The Study Of A Mechanism Of Self-deploying For Large Applications

Software deployment is an important stage of software life cycle. It not only affects the performance of software, but also affects the efficiency of runtime environment. Now days, for large monolithic applications, software engineer usually use the deployment strategy of installing large monolithic applications on a single server. This deployment strategy demands high configuration of servers, and demands high input costs. What's more, this simple deployment strategy does not suit for the environment of pervasive computing and mobile computing. However, deploying a large monolithic application into open, dynamic and heterogeneous network environment is a very complex process, which not only needs to consider structure of applications, models partition and models communication, but also needs to consider resource constraints of network environment and user's requirements.According to the principle of autonomic computing, this thesis proposed a self-deploying framework for large monolithic applications.
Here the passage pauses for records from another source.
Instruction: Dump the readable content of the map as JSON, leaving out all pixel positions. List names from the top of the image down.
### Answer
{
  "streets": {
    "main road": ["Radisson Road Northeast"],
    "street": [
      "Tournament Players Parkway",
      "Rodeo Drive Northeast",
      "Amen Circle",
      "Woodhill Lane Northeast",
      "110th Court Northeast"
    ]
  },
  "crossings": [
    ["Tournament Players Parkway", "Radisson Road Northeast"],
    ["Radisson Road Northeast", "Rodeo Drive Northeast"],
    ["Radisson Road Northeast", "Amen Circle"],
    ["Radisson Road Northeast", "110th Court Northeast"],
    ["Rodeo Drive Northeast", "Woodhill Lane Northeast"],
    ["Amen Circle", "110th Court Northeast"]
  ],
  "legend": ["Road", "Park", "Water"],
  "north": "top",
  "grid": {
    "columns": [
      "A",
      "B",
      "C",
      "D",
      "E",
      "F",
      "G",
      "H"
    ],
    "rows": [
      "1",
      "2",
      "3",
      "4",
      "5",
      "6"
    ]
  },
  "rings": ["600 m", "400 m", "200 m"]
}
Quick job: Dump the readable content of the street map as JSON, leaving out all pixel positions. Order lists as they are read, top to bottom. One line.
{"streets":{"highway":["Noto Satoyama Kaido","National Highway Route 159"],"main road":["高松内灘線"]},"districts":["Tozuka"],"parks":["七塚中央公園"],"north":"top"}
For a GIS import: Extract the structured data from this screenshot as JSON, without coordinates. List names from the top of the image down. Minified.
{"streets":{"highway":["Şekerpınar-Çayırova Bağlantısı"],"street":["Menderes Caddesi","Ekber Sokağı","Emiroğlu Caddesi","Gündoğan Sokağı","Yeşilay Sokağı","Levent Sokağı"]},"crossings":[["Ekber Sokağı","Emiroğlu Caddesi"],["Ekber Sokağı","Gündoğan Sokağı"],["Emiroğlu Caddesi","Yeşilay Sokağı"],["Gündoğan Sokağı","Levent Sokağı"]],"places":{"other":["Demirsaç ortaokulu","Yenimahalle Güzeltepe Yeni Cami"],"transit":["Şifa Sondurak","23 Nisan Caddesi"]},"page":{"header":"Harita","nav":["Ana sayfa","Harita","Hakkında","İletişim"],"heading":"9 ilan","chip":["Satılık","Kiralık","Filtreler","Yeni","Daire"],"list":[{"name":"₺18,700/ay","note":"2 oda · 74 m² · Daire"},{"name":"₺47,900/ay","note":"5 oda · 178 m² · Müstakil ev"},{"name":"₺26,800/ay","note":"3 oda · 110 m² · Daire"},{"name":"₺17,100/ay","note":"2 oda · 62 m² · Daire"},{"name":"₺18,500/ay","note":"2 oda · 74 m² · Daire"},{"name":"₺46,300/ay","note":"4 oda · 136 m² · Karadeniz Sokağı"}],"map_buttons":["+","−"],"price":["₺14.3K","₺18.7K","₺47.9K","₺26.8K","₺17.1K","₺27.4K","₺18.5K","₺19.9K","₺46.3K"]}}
Extracting weighted class graph using static analysis of applications, using clustering technology to analysis weighted class graph, partitioning application into more components according to clustering results, using mathematical programming to deploy more components into complex network environment finally.Experimental analysis proved that the hybrid clustering algorithm performs best in terms of clustering quality, authoritativeness and extremity of cluster distribution, which can help to partition large monolithic applications into more components. Mathematical programming is easy to describe the resource constraints of network environment and user's requirements. It performs better in the process of software deployment.